I'm not happy that Scaife is now dead; after he released that statement about his condition I actually prayed for his salvation, which would have meant repentance; I would have loved to have seen him walk away from his former life à la Charles Colson. We will know only in the judgment were Scaife's soul ended up, but I have my suspicions.

Thursday, July 10, 2014

Why Hobby Lobby's stance isn't really about 'religious freedom'

If you believe that Hobby Lobby merely wanted to preserve “religious freedom” by opposing a contraceptive mandate of the Affordable Care Act, you really, really need to think again.

The Religious Freedom Restoration Act, signed by President Bill Clinton two decades ago and upon which the company’s claim was based, really was intended to protect certain rituals that had been declared illegal (such as certain Native American tribes using peyote, a controlled substance).

The company, which top management claims to run by consistent Christian principles, complained that under the ACA it would be forced to cover certain types of contraceptives that it considered tantamount to abortion.
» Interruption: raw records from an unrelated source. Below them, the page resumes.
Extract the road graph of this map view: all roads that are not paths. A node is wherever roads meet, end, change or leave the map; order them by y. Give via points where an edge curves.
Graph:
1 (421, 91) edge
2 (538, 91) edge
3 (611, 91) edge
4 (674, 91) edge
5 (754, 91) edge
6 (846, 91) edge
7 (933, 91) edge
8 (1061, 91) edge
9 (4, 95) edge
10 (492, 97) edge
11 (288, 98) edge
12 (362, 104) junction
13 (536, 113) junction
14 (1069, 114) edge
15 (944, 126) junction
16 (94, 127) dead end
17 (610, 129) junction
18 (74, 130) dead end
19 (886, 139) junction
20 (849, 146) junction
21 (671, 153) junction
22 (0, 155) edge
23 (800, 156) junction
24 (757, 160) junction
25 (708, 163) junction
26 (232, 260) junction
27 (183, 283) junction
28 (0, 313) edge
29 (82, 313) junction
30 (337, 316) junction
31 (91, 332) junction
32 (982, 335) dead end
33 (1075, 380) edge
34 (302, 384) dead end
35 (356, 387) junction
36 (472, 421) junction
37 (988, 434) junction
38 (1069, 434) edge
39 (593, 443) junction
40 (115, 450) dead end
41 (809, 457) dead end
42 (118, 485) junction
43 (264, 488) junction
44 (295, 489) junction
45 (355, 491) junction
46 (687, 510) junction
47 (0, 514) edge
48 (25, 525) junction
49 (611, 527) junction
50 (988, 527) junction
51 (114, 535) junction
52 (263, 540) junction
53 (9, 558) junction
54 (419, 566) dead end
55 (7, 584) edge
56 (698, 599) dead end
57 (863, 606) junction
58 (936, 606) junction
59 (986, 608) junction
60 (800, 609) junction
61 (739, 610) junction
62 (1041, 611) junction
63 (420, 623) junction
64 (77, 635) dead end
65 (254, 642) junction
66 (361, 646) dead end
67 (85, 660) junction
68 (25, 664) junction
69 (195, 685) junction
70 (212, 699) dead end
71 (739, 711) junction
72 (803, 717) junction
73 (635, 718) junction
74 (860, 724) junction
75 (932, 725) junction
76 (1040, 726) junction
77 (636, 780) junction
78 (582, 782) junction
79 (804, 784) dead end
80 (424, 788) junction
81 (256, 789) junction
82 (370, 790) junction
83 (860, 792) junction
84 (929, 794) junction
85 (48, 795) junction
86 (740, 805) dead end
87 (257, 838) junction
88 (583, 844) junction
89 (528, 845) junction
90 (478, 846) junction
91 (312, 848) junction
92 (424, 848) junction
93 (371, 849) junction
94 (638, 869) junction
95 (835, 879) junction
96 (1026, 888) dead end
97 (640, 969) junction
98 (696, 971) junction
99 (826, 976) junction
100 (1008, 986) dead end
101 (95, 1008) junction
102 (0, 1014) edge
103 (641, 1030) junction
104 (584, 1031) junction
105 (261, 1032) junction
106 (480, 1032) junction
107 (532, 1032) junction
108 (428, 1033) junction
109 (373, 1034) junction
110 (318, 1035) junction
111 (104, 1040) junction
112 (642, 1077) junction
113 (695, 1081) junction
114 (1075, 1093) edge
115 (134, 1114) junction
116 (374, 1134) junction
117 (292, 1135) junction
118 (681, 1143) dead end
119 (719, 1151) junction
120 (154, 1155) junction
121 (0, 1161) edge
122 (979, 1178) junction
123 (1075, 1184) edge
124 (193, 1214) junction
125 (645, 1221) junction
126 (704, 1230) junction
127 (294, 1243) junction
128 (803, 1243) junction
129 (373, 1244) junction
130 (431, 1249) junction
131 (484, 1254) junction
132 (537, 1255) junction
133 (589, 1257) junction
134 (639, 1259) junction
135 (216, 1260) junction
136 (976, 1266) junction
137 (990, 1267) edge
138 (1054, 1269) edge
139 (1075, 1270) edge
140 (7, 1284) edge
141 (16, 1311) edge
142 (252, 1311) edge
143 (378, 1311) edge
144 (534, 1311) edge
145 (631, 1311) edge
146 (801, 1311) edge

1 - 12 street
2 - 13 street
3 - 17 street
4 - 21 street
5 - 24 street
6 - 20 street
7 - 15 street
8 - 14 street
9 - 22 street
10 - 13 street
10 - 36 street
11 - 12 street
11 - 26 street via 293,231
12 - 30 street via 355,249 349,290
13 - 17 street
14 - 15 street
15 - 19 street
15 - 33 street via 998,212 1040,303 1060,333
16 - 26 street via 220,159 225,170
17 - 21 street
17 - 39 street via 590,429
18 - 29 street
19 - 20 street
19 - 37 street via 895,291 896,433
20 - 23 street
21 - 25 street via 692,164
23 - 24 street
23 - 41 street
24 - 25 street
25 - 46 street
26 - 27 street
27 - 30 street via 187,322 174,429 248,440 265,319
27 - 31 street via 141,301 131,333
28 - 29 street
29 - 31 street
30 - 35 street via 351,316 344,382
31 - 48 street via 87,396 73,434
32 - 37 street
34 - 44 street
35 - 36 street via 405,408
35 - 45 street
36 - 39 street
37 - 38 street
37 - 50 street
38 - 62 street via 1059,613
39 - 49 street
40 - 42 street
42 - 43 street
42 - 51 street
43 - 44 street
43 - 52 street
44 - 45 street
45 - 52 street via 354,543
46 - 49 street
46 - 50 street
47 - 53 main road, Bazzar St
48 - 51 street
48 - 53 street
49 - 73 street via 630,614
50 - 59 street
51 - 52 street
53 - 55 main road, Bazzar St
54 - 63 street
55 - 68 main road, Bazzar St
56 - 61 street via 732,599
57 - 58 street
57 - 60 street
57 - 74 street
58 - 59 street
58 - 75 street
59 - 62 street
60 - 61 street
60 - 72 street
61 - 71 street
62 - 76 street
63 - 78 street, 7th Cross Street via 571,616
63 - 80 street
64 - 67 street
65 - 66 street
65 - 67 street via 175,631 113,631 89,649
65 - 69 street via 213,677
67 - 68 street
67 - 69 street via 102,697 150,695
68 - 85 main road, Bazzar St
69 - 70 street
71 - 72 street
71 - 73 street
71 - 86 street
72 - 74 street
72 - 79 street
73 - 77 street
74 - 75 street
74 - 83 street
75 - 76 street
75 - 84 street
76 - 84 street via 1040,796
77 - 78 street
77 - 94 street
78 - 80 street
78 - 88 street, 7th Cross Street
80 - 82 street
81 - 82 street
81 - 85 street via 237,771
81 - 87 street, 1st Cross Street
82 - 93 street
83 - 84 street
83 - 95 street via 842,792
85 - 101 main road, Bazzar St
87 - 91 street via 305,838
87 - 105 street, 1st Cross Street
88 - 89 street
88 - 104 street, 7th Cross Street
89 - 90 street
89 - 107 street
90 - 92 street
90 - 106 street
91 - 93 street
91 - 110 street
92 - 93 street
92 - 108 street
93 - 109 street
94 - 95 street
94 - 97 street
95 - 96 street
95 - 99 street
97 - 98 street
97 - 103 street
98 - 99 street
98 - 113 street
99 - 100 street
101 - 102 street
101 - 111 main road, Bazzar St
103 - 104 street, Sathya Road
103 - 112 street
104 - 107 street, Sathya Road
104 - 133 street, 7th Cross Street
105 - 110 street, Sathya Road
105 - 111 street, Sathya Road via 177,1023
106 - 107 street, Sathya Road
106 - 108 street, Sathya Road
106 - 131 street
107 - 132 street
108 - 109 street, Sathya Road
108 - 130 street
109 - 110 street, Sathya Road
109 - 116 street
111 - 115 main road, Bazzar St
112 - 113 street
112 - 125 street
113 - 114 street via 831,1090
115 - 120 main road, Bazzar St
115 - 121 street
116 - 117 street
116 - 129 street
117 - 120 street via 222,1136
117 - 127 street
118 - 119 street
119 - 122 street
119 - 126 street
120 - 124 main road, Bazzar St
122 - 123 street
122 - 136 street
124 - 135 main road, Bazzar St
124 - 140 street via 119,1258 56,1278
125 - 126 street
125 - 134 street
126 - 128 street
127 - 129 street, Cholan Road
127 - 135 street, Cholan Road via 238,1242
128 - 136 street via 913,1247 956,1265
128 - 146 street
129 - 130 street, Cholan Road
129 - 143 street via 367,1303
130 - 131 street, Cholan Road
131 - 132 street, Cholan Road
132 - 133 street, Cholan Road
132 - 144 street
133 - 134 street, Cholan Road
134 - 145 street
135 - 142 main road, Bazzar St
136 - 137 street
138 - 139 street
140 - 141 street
I understand and, to a certain point, agree with that.

Here’s the problem: HL imports a lot of goods from China, which only recently has relaxed its notorious “one-child-per-household” policy, which resulted in millions, if not billions, of abortions through the years. It seems to me that, if it wanted to make a religious statement, it wouldn’t do business in China in the first place unless and until that policy was abolished.

Some people have said that HL wouldn’t be able to stay in business if it took that stand. And that’s where the whole “religious freedom” defense falls apart — because operating by consistent Christian principles in this case would represent an inconvenience, in this case affecting its bottom line.

Pardon me for being a tad cynical, but in over 30 years I don’t recall any conservative Christian group that has argued, fought or worked for the freedom, religious or otherwise, for anyone except conservative Christians, whose real goal appears to be cultural authority. That, however, isn’t delineated anywhere in Scripture.

Liberal groups, on the other hand, appear to be more willing to put their money where their mouth is. In the 1980s many encouraged businesses and governmental entities to divest from companies doing business in South Africa due to that country’s unjust-by-any-standard apartheid system over the objections of many conservatives, some who said that doing so would hurt blacks and others fearful of a Communist takeover. Earlier this year, the General Assembly of the Presbyterian Church (U.S.A.) voted to divest from Israel because of its political treatment of Palestinians.

Whatever your stance on those issues and whether their actions would have any effect, they decided that they weren’t going to be a party to what they saw as immoral actions on the part of governments — even if doing so cost them money or stature.

I’m sure that Hobby Lobby has taken some heat for its stance; I know that others have defended it. But don’t think for a second that it’s the result of purely religious convictions.